### Brief
Every line of the data below should be retyped exactly, with no images carried over.

━━━━━ Data records

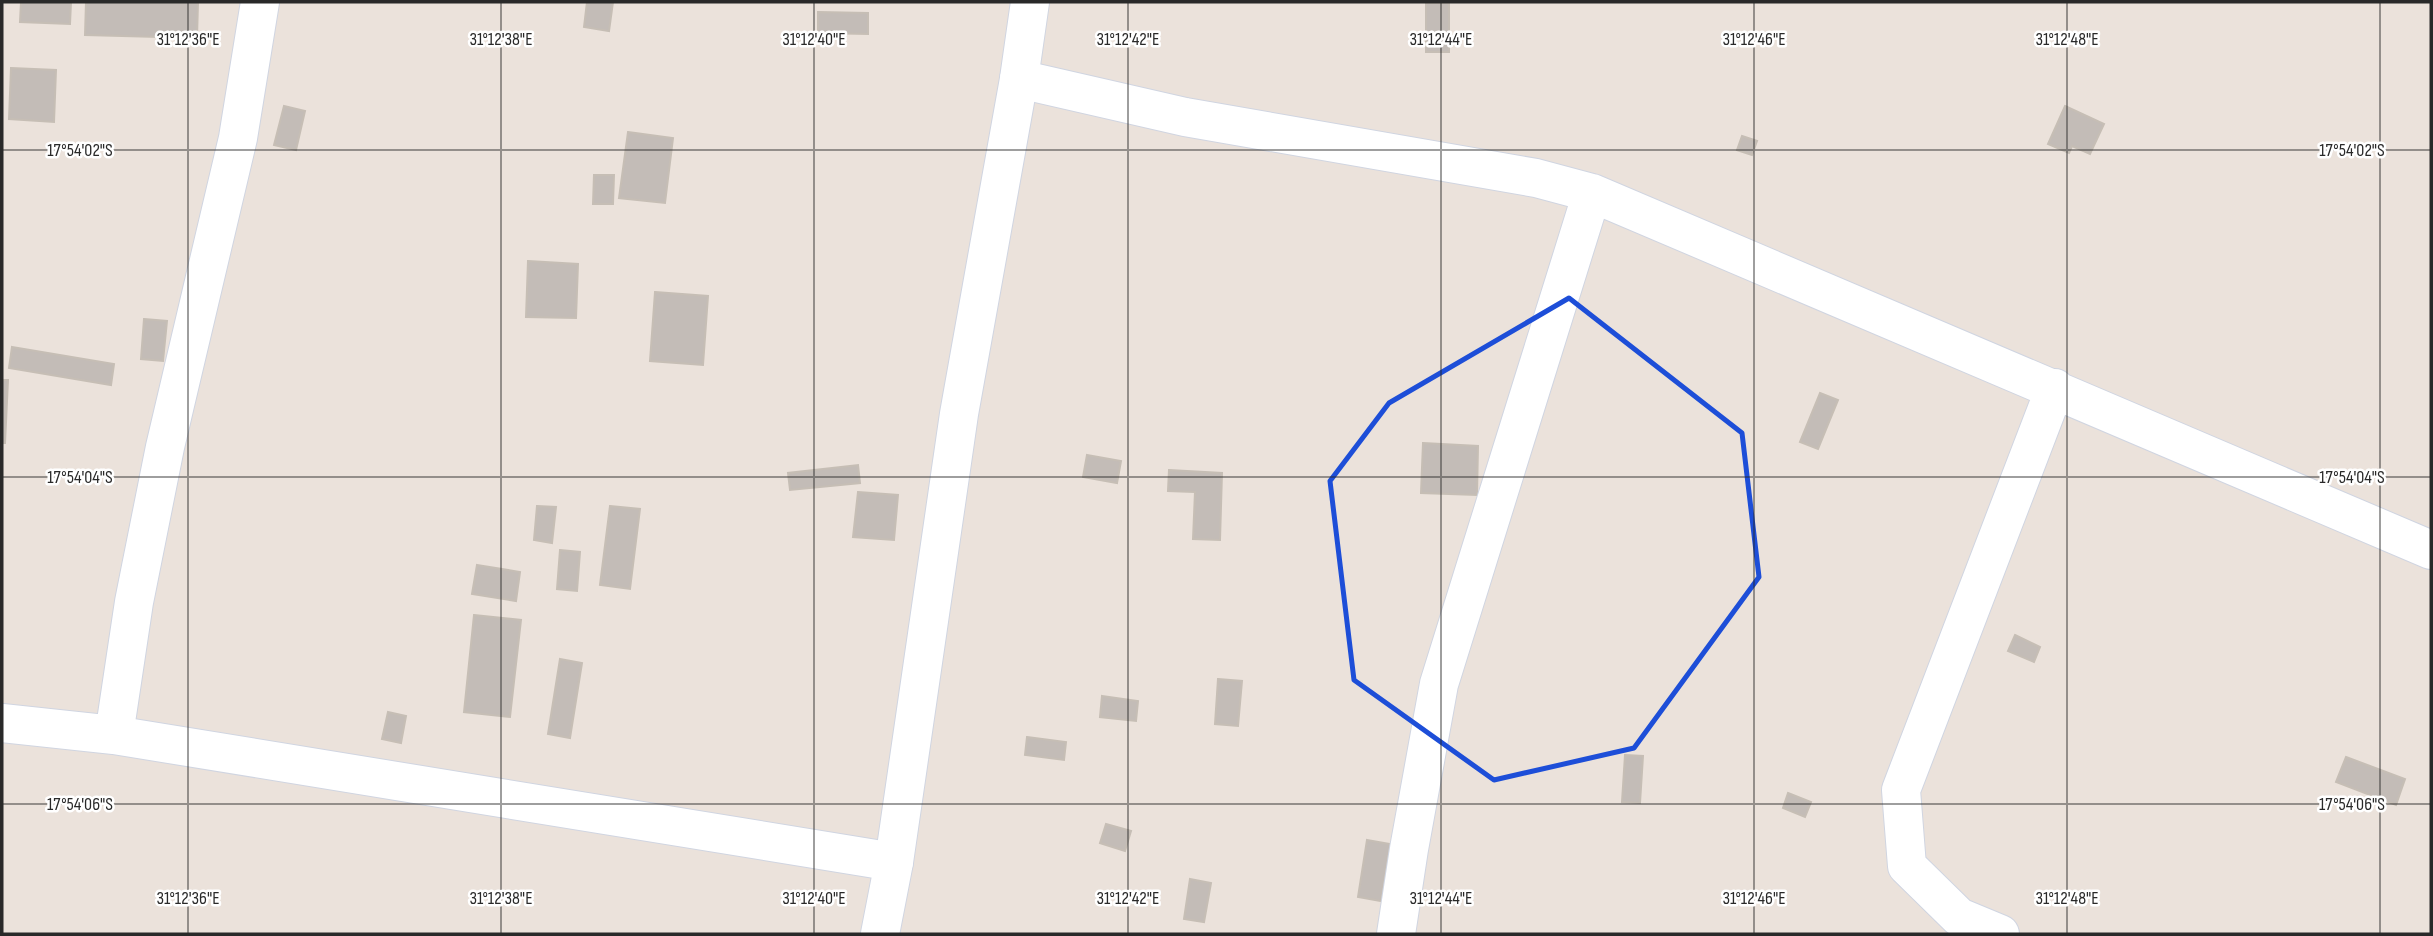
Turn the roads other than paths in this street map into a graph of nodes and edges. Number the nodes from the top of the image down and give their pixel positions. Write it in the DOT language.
graph roads {
  1 [pos="260,2"];
  2 [pos="1030,2"];
  3 [pos="1020,79"];
  4 [pos="1592,193"];
  5 [pos="2055,388"];
  6 [pos="2431,550"];
  7 [pos="2,723"];
  8 [pos="114,735"];
  9 [pos="894,862"];
  10 [pos="880,934"];
  11 [pos="1396,934"];
  12 [pos="2000,934"];
  1 -- 8 [label="street"];
  2 -- 3 [label="street"];
  3 -- 4 [label="street"];
  3 -- 9 [label="street"];
  4 -- 5 [label="street"];
  4 -- 11 [label="street"];
  5 -- 6 [label="street"];
  5 -- 12 [label="street"];
  7 -- 8 [label="street"];
  8 -- 9 [label="street"];
  9 -- 10 [label="street"];
}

━━━━━━━━━━

### Answer space
Turn the roads other than paths in this street map into a graph of nodes and edges. Number the nodes from the top of the image down and give their pixel positions. Write it in the DOT language.
graph roads {
  1 [pos="260,2"];
  2 [pos="1030,2"];
  3 [pos="1020,79"];
  4 [pos="1592,193"];
  5 [pos="2055,388"];
  6 [pos="2431,550"];
  7 [pos="2,723"];
  8 [pos="114,735"];
  9 [pos="894,862"];
  10 [pos="880,934"];
  11 [pos="1396,934"];
  12 [pos="2000,934"];
  1 -- 8 [label="street"];
  2 -- 3 [label="street"];
  3 -- 4 [label="street"];
  3 -- 9 [label="street"];
  4 -- 5 [label="street"];
  4 -- 11 [label="street"];
  5 -- 6 [label="street"];
  5 -- 12 [label="street"];
  7 -- 8 [label="street"];
  8 -- 9 [label="street"];
  9 -- 10 [label="street"];
}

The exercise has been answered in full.